### About this exercise
The reply should contain every line of the data, repeated exactly, and no pictures.

Collected data
☆ ☆ ☆ ☆ ☆
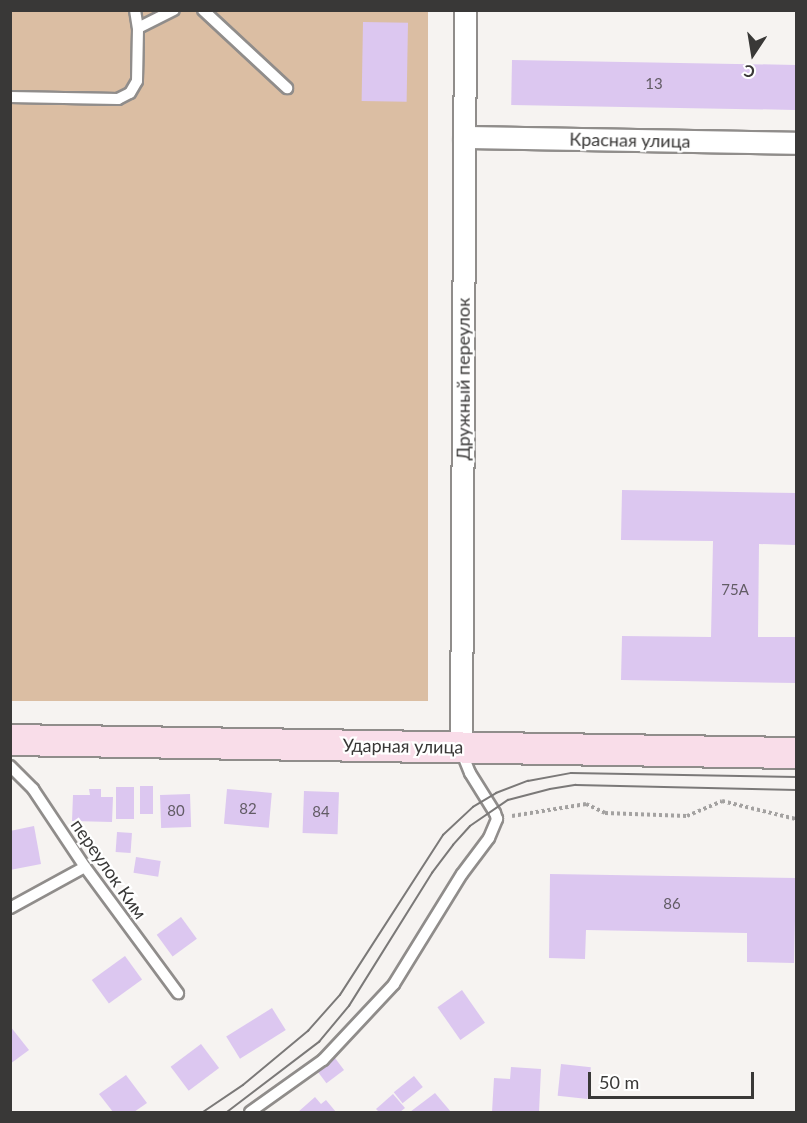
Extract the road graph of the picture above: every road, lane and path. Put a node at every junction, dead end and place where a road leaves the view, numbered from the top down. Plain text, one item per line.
1 (135, 10) edge
2 (174, 10) edge
3 (204, 10) edge
4 (465, 10) edge
5 (138, 28) junction
6 (287, 88) dead end
7 (10, 97) edge
8 (464, 137) junction
9 (796, 143) edge
10 (10, 740) edge
11 (460, 747) junction
12 (796, 753) edge
13 (10, 766) edge
14 (497, 819) junction
15 (796, 819) edge
16 (85, 867) junction
17 (10, 908) edge
18 (178, 993) dead end
19 (250, 1113) edge

1 - 5 lane
2 - 5 lane
3 - 6 lane
4 - 8 street, Дружный переулок
5 - 7 lane
8 - 9 street, Красная улица
8 - 11 street, Дружный переулок
10 - 11 street, Ударная улица
11 - 12 street, Ударная улица
11 - 14 lane
13 - 16 lane, переулок Ким
14 - 15 path
14 - 19 lane
16 - 17 lane
16 - 18 lane, переулок Ким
☆ ☆ ☆ ☆ ☆
### Written reply
Extract the road graph of the picture above: every road, lane and path. Put a node at every junction, dead end and place where a road leaves the view, numbered from the top down. Plain text, one item per line.
1 (135, 10) edge
2 (174, 10) edge
3 (204, 10) edge
4 (465, 10) edge
5 (138, 28) junction
6 (287, 88) dead end
7 (10, 97) edge
8 (464, 137) junction
9 (796, 143) edge
10 (10, 740) edge
11 (460, 747) junction
12 (796, 753) edge
13 (10, 766) edge
14 (497, 819) junction
15 (796, 819) edge
16 (85, 867) junction
17 (10, 908) edge
18 (178, 993) dead end
19 (250, 1113) edge

1 - 5 lane
2 - 5 lane
3 - 6 lane
4 - 8 street, Дружный переулок
5 - 7 lane
8 - 9 street, Красная улица
8 - 11 street, Дружный переулок
10 - 11 street, Ударная улица
11 - 12 street, Ударная улица
11 - 14 lane
13 - 16 lane, переулок Ким
14 - 15 path
14 - 19 lane
16 - 17 lane
16 - 18 lane, переулок Ким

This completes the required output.